▶ _REQUIREMENT_
Transcribe the entries below exactly as they appear.

+===+

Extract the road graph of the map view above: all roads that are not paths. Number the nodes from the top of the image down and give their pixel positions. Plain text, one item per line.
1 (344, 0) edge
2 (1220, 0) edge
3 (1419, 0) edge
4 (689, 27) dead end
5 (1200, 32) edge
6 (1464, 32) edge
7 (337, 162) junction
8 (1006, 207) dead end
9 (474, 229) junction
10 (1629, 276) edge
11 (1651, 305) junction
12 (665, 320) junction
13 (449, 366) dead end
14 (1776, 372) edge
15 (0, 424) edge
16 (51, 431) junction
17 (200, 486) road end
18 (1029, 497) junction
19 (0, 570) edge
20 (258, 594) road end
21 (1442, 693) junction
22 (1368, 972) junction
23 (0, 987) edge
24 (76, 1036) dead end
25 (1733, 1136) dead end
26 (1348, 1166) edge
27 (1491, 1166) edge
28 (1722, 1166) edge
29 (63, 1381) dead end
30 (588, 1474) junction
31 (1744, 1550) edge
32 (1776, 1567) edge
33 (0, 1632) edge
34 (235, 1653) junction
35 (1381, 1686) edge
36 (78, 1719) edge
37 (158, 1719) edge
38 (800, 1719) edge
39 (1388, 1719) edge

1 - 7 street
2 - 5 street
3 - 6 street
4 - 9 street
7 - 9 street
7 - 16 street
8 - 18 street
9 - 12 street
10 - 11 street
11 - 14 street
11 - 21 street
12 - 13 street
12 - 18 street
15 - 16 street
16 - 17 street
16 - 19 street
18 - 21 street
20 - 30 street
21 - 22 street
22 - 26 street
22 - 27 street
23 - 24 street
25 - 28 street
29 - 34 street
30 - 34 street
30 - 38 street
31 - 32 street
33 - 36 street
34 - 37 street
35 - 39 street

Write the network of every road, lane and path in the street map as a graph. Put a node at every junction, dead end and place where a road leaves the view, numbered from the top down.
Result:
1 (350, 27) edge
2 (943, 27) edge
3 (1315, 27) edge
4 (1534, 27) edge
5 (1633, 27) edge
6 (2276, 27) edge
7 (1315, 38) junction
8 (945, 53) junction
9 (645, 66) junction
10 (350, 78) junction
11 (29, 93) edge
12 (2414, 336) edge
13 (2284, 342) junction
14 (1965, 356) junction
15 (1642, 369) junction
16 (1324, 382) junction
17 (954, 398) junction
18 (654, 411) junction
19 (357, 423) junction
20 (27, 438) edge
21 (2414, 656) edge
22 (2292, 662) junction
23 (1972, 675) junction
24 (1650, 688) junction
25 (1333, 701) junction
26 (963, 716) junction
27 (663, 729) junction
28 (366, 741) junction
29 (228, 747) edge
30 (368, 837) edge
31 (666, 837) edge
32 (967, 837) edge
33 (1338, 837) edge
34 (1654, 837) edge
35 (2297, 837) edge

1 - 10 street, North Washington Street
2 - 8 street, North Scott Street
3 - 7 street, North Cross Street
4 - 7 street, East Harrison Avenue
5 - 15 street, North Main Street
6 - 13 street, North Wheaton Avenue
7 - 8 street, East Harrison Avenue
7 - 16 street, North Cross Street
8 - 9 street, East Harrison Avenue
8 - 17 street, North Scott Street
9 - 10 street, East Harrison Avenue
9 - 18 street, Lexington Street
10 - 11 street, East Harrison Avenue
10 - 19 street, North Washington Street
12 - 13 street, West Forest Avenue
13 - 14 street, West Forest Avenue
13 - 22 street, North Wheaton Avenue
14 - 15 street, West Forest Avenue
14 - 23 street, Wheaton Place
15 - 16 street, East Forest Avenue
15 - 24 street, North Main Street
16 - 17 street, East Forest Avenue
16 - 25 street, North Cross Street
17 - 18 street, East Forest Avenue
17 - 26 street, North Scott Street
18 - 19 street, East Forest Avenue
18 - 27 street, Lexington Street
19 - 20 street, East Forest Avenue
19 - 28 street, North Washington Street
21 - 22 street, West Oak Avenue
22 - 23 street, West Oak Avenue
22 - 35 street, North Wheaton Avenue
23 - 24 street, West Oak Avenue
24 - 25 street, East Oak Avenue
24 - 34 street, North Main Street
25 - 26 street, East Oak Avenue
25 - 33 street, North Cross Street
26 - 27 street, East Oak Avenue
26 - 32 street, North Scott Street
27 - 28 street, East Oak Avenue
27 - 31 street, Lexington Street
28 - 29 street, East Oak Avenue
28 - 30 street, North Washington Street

+===+

▶ _EXERCISE RESULT_
Extract the road graph of the map view above: all roads that are not paths. Number the nodes from the top of the image down and give their pixel positions. Plain text, one item per line.
1 (344, 0) edge
2 (1220, 0) edge
3 (1419, 0) edge
4 (689, 27) dead end
5 (1200, 32) edge
6 (1464, 32) edge
7 (337, 162) junction
8 (1006, 207) dead end
9 (474, 229) junction
10 (1629, 276) edge
11 (1651, 305) junction
12 (665, 320) junction
13 (449, 366) dead end
14 (1776, 372) edge
15 (0, 424) edge
16 (51, 431) junction
17 (200, 486) road end
18 (1029, 497) junction
19 (0, 570) edge
20 (258, 594) road end
21 (1442, 693) junction
22 (1368, 972) junction
23 (0, 987) edge
24 (76, 1036) dead end
25 (1733, 1136) dead end
26 (1348, 1166) edge
27 (1491, 1166) edge
28 (1722, 1166) edge
29 (63, 1381) dead end
30 (588, 1474) junction
31 (1744, 1550) edge
32 (1776, 1567) edge
33 (0, 1632) edge
34 (235, 1653) junction
35 (1381, 1686) edge
36 (78, 1719) edge
37 (158, 1719) edge
38 (800, 1719) edge
39 (1388, 1719) edge

1 - 7 street
2 - 5 street
3 - 6 street
4 - 9 street
7 - 9 street
7 - 16 street
8 - 18 street
9 - 12 street
10 - 11 street
11 - 14 street
11 - 21 street
12 - 13 street
12 - 18 street
15 - 16 street
16 - 17 street
16 - 19 street
18 - 21 street
20 - 30 street
21 - 22 street
22 - 26 street
22 - 27 street
23 - 24 street
25 - 28 street
29 - 34 street
30 - 34 street
30 - 38 street
31 - 32 street
33 - 36 street
34 - 37 street
35 - 39 street

Write the network of every road, lane and path in the street map as a graph. Put a node at every junction, dead end and place where a road leaves the view, numbered from the top down.
Result:
1 (350, 27) edge
2 (943, 27) edge
3 (1315, 27) edge
4 (1534, 27) edge
5 (1633, 27) edge
6 (2276, 27) edge
7 (1315, 38) junction
8 (945, 53) junction
9 (645, 66) junction
10 (350, 78) junction
11 (29, 93) edge
12 (2414, 336) edge
13 (2284, 342) junction
14 (1965, 356) junction
15 (1642, 369) junction
16 (1324, 382) junction
17 (954, 398) junction
18 (654, 411) junction
19 (357, 423) junction
20 (27, 438) edge
21 (2414, 656) edge
22 (2292, 662) junction
23 (1972, 675) junction
24 (1650, 688) junction
25 (1333, 701) junction
26 (963, 716) junction
27 (663, 729) junction
28 (366, 741) junction
29 (228, 747) edge
30 (368, 837) edge
31 (666, 837) edge
32 (967, 837) edge
33 (1338, 837) edge
34 (1654, 837) edge
35 (2297, 837) edge

1 - 10 street, North Washington Street
2 - 8 street, North Scott Street
3 - 7 street, North Cross Street
4 - 7 street, East Harrison Avenue
5 - 15 street, North Main Street
6 - 13 street, North Wheaton Avenue
7 - 8 street, East Harrison Avenue
7 - 16 street, North Cross Street
8 - 9 street, East Harrison Avenue
8 - 17 street, North Scott Street
9 - 10 street, East Harrison Avenue
9 - 18 street, Lexington Street
10 - 11 street, East Harrison Avenue
10 - 19 street, North Washington Street
12 - 13 street, West Forest Avenue
13 - 14 street, West Forest Avenue
13 - 22 street, North Wheaton Avenue
14 - 15 street, West Forest Avenue
14 - 23 street, Wheaton Place
15 - 16 street, East Forest Avenue
15 - 24 street, North Main Street
16 - 17 street, East Forest Avenue
16 - 25 street, North Cross Street
17 - 18 street, East Forest Avenue
17 - 26 street, North Scott Street
18 - 19 street, East Forest Avenue
18 - 27 street, Lexington Street
19 - 20 street, East Forest Avenue
19 - 28 street, North Washington Street
21 - 22 street, West Oak Avenue
22 - 23 street, West Oak Avenue
22 - 35 street, North Wheaton Avenue
23 - 24 street, West Oak Avenue
24 - 25 street, East Oak Avenue
24 - 34 street, North Main Street
25 - 26 street, East Oak Avenue
25 - 33 street, North Cross Street
26 - 27 street, East Oak Avenue
26 - 32 street, North Scott Street
27 - 28 street, East Oak Avenue
27 - 31 street, Lexington Street
28 - 29 street, East Oak Avenue
28 - 30 street, North Washington Street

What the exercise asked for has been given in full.